▶ What is needed
Search the data for the word "above" and copy out every line that has it.
-------- Material provided
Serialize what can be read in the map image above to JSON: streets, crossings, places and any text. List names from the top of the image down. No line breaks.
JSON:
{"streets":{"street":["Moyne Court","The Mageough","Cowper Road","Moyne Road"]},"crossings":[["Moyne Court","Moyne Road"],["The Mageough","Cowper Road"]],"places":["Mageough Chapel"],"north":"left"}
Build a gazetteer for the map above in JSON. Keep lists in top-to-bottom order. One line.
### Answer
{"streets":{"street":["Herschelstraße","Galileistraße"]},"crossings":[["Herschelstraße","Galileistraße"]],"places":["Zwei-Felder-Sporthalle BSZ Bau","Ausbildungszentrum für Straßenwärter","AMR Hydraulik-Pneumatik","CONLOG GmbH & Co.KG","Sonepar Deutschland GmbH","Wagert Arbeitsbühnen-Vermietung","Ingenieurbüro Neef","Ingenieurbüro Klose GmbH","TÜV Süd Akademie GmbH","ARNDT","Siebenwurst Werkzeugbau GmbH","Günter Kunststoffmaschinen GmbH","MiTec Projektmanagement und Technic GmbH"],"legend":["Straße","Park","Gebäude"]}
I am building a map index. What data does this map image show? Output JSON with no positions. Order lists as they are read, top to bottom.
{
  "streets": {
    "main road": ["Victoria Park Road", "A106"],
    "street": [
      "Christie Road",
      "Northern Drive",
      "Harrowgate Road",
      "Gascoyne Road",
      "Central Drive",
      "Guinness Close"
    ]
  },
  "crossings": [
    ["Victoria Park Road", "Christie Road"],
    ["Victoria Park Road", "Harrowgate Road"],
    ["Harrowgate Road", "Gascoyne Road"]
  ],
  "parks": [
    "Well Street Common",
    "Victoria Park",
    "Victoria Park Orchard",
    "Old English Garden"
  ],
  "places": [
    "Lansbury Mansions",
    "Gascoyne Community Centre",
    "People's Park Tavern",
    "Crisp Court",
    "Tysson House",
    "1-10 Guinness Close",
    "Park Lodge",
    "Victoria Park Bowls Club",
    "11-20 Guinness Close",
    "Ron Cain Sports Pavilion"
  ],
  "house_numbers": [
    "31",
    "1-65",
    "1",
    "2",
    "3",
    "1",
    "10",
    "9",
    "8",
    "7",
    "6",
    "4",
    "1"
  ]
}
----------------
▶ Task solution
Serialize what can be read in the map image above to JSON: streets, crossings, places and any text. List names from the top of the image down. No line breaks.
Build a gazetteer for the map above in JSON. Keep lists in top-to-bottom order. One line.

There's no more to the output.